This past Friday night found me home alone, as my family had taken off for different sides of the state with one in Williamsburg and the other in Lynchburg for their various activities. What did I do with my glorious alone time? Why I scrubbed out both showers, removing the shower heads to be soaked in vinegar, caught up on some netflix and had pop corn and ice cream for dinner. Of course. Isn’t that what every forty-something wife and mother does when they get alone time?
I admit, I had a small flicker of worry Friday evening, when I really thought about how my thirteen year old was staying in a hotel with who knows what adult as a chaperone for the South Central West Junior Regional Orchestra festival down in Lynchburg. It was the second such trip she took last week without me (having gone to Harrisonburg to participate in the National History Day contest) and both times, she indicated she was not interested in me chaperoning.
I suppose part of me should feel offended at this, although the part of me that stepped down from PTO and running the Girl Scout Troop this year, feels like it’s definitely time for other parents to step up. I’ve gone on every field trip since kindergarten, had a hand in every school (and classroom!!) event up until this year. Frankly, it feels nice to not be in charge. I think Edie was ready for it too.
I remember hearing the toddler years were a preview of the teen years. Now that I have an official teen, I definitely see the similarities – the mood swings, the push for independence and a definite opinion about clothes- both hers and mine. With toddlers though, parents are still very much in charge and still very much openly adored by their children. The teen years is when they start to figure out that you’re not actually superhuman, but oh, so very human.
Edie started prepping us for these days back when she was a toddler. The first time she rolled her eyes at what I was wearing and told me to go change, that she did not want to be seen with me dressed like that, was just after her second birthday. She was three the first time she refused to acknowledge us in public – we were at a party and she ditched us, pretending she didn’t know who we were. I finally walked up to her, where she was chatting with someone, when she sneared “Mother, I’m having a conversation”. Okay then.
(Yes, she really spoke like that at three.)
But toddler independence, where you are allowed to watch her from across the room and teenage independence, where you wave her off to go an hour away on a schoolbus without you for two days are two entirely different things. I’ve long said the main goal of parenting is to raise a child that can be a productive, responsible member of society, which means teaching them how to take care of themselves and how to be good to others. It means learning to let go so they can spread their wings – and sometimes that process is just hard on a mama’s heart. Of course, other times, teens are so exasperating that you want to push them out of the nest – my friend Nancy once said that we as parents actually need them to have that attitude towards us, because it helps us to want to let go. Without it, we’d never want them to leave the house and she’s right.

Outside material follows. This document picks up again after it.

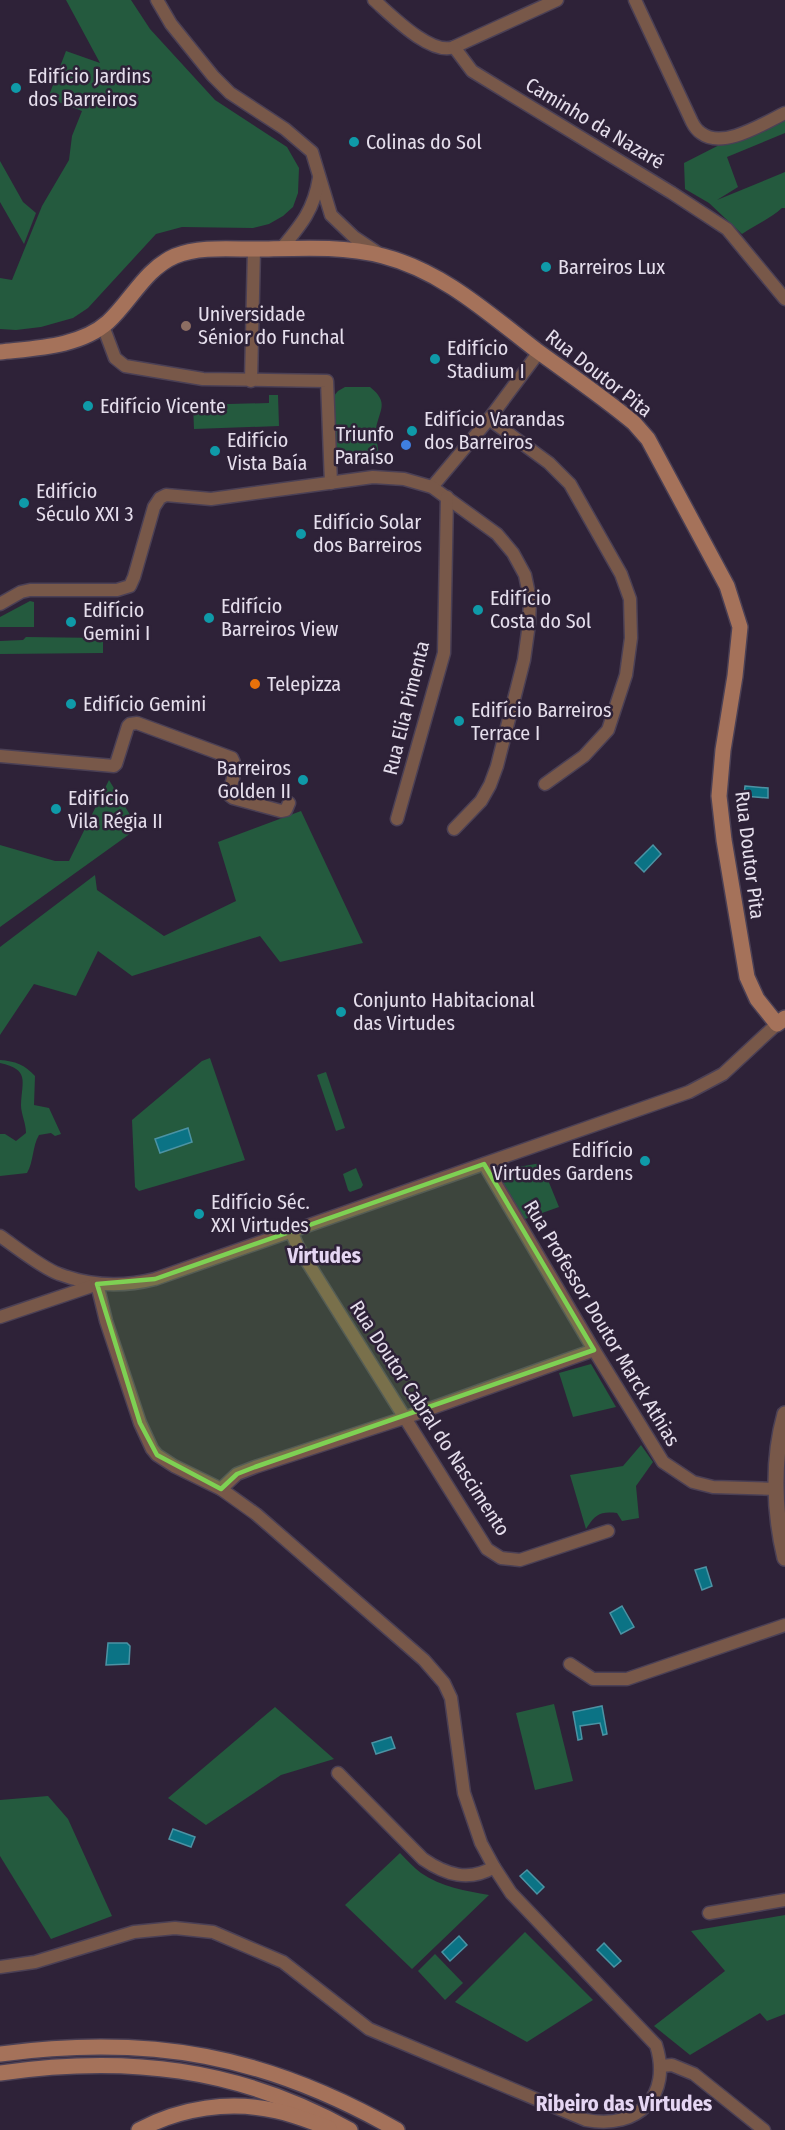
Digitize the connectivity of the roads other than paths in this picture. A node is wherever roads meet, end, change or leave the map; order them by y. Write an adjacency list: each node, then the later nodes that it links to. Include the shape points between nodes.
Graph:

We do have certain rules regarding respect around here though. Edie might not always like us, but she has to treat us with respect. And in turn, she gets to demand the same from us. Out of that respect, I don’t air my beefs with her on the internet – I’m always slightly amazed by parents who do that. Would our child’s peers do this, it could be called cyber-bullying, but parents do it without seemingly any recourse. Several of Edie’s friends and schoolmates follow me on various forms of social media, so I am very careful of what I post, especially in regards to her. I remember all too well how hard the teen years can be to navigate, but now thanks to social media, that drama doesn’t just get left at school – it’s twenty four seven in various formats of social media and technology. She definitely doesn’t need her parents adding to that drama.
At the same time, this technology can also be used for better communication with her. When she was smaller, Edie would sometimes communicate with us via notes on whiteboards and chalkboards around the house. When we’d open our mouths to speak, she’d point to the whiteboard, “Answer here only please”. Entire conversations were had that way. The old whiteboards have given way to text messages, where it can be easier to talk about some difficult topics. Or just send lots of goofy emoji’s back and forth.
I often get a little wistful thinking about the toddler years – I miss them in some ways, but in others, I like having a teenager. She’s slightly more tactful at times about how she doesn’t like what I’m wearing, she can ride in the front seat on road trips, manning the music and the maps and she still holds up her end of the conversation wonderfully. She definitely has those teen moments that are inevitable, but I just take a deep breath and recall what my Granny used to always say, “it’s just a phase and this too shall pass.”